Re: I know one when I see one

From: Dace (edace@earthlink.net)
Date: Mon 28 Oct 2002 - 19:28:13 GMT

  • Next message: joedees@bellsouth.net: "Re: I know one when I see one"

    > From: Bill Spight <bspight@pacbell.net>

    Hi, Bill

    > > > > The question of memetics is the question of whether
    > > > > these elements of culture carry their own momentum, their own
    > > > > drive to reproduce.
    > > >
    > > > Bullshit.
    > >
    > > I don't appreciate this. Your comment reveals hostility. Where is this
    > > hostility coming from?
    >
    > I apologize for the vulgarity, Ted. But I have no hostility towards you.
    > :-)
    >
    > It's just that when you start personifying memes, talking about "drive
    > to reproduce," and so on, you are not only going off into la-la land,
    > you are setting up a paper tiger that is easy to demolish rather than
    > addressing what memetics is really about.

    Who says I'm personifying memes? They are selfish in the same nonhuman sense that genes are selfish.
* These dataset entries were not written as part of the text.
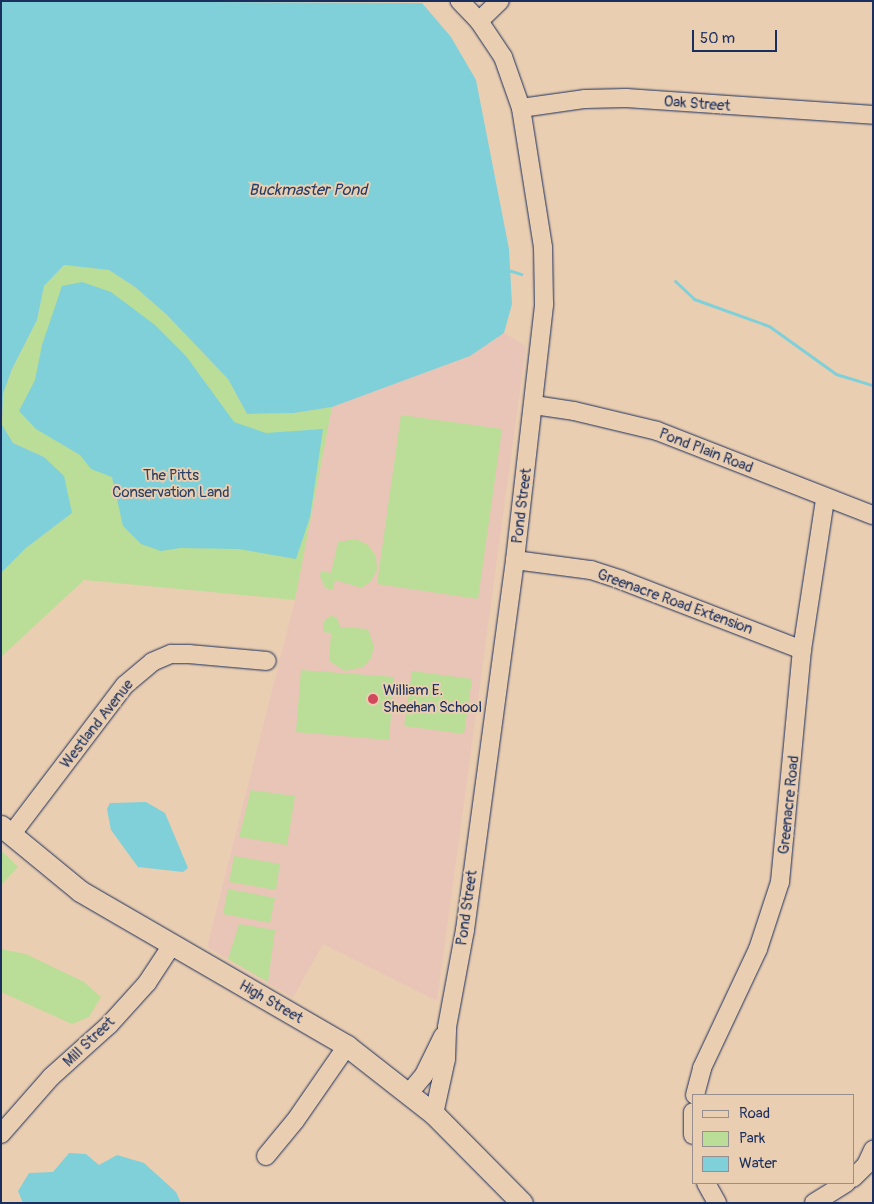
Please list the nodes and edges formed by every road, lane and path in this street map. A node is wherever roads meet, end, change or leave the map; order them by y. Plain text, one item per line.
1 (460, 1) edge
2 (500, 1) edge
3 (479, 21) junction
4 (521, 108) junction
5 (873, 115) edge
6 (534, 405) junction
7 (825, 498) junction
8 (873, 515) edge
9 (516, 560) junction
10 (802, 650) junction
11 (267, 661) dead end
12 (6, 830) edge
13 (172, 945) junction
14 (447, 1027) junction
15 (347, 1046) junction
16 (409, 1093) junction
17 (695, 1094) edge
18 (434, 1114) junction
19 (1, 1134) edge
20 (873, 1150) edge
21 (266, 1156) dead end
22 (854, 1177) edge
23 (707, 1184) edge
24 (844, 1184) edge
25 (522, 1203) edge
26 (717, 1203) edge
27 (814, 1203) edge

1 - 3 street, Pond Street
2 - 3 street
3 - 4 street, Pond Street
4 - 5 street, Oak Street
4 - 6 street, Pond Street
6 - 7 street, Pond Plain Road
6 - 9 street, Pond Street
7 - 8 street, Pond Plain Road
7 - 10 street, Greenacre Road
9 - 10 street, Greenacre Road Extension
9 - 14 street, Pond Street
10 - 17 street, Greenacre Road
11 - 12 street, Westland Avenue
12 - 13 main road, High Street
13 - 15 main road, High Street
13 - 19 street, Mill Street
14 - 16 street, Pond Street
14 - 18 street, Pond Street
15 - 16 main road, High Street
15 - 21 street
16 - 18 main road, High Street
18 - 25 main road, High Street
20 - 22 street
23 - 26 street
24 - 27 street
    > What do you think the "selfishness" of the "selfish gene" means?

    I mean it in exactly the same sense Dawkins means it. Here's an excerpt from an interview with Dawkins, originally posted by Wade back in January:

    >>>
    From- Genes and Determinism: An interview with Richard Dawkins

    Jeremy Stangroom

    http://www.philosophers.co.uk/science/dawkins.htm

    Stangroom: It is striking, I think, that after more than 20 years your work is still frequently misrepresented. For example, in a recent Guardian profile, it was stated that The Selfish Gene advocates the view that life is simply a means of propagating DNA, with every creature ruthlessly determined to continue its own life. But isn't that an oversimplification of your position?

    Dawkins: Actually, in some ways that's not an oversimplification! In the sense that tautologically the DNA which survives in the world, being a self-replicating entity, is that which survives. So we expect the world to become filled with those varieties of DNA that are good at surviving. And good means programming organisms to assist in that process. What is an oversimplification is to say, therefore, that organisms are expected to be selfish. Organisms are not expected to be selfish. "Selfish genes" is a way of saying that in the service of those genes organisms may be selfish, but the organisms themselves may be anything but selfish. You can assure, or at least assist, the persistence of selfish genes by making organisms show a whole gamut of behaviour, from being altruistic in extreme ways right through to selfish.

    [...]

    But the fundamental rule that DNA is selfish and looking after its own interests shines through, and all else is complication...
    >>>

    The idea of the selfish gene is that the organism serves as a vehicle for the transmission of "good" genes. Organisms may act selfishly in order to pass on their genes, but they may also act altruistically in the service of relatives who possess roughly the same genes. Either way, it all boils down to genes. The gene is the central actor in the story of life and evolution, not the organism. It's a reductionistic view (and totally at odds with Darwin, who stressed the centrality of the organism).

    Memetics is a translation of this thinking into the realm of culture. The central actor in culture is not the human being but the "meme" that uses humans as vehicles for its self-replication.

    If you think all this is "la-la land," what are you doing on a memetics list?

    It seems to me that you and many other memetics enthusiasts have strayed from the basic idea. Call it memetic drift.

    > > If memes are just ideas or
    > > catch-phrases or tunes or habitual behaviors (like wearing a baseball
    cap
    > > backwards), then we don't need to refer to them as memes. Unless they're
    > > self-replicating, we can just as easily refer to them with the same
    terms
    > > we've always used. It's their self-replication that marks them off as
    the
    > > cultural equivalent of genes.
    >
    > Genes do not self-replicate, either.

    That genes self-replicate is the cornerstone of modern biology. There's no sense trying to argue with this. However, we don't have interpret this fact the same way Dawkins does. Just because genes are self-replicating doesn't mean we must reduce the self-nature of the organism to the level of the gene. The self-nature of the organism expresses itself at every level of structure, down to and including its self-replicating DNA.

    > From: joedees@bellsouth.net
    >
    > Yep; 'selfishness' is a badly chosen and anthropomorphic metaphor, not
    > a concrete actuality.

    A perfect example of how memes can do our thinking for us. This is Cartesian dualism, which restricts qualities such as intelligence, feeling, selfishness, etc., to human beings and relegates the rest of nature
    (including our own bodies) to blind, mechanical operations. To find intelligence or selfishness in, say, bacteria or genes is therefore to be anthropomorphic. Descartes picked up this meme from Aquinas. God knows where he got it.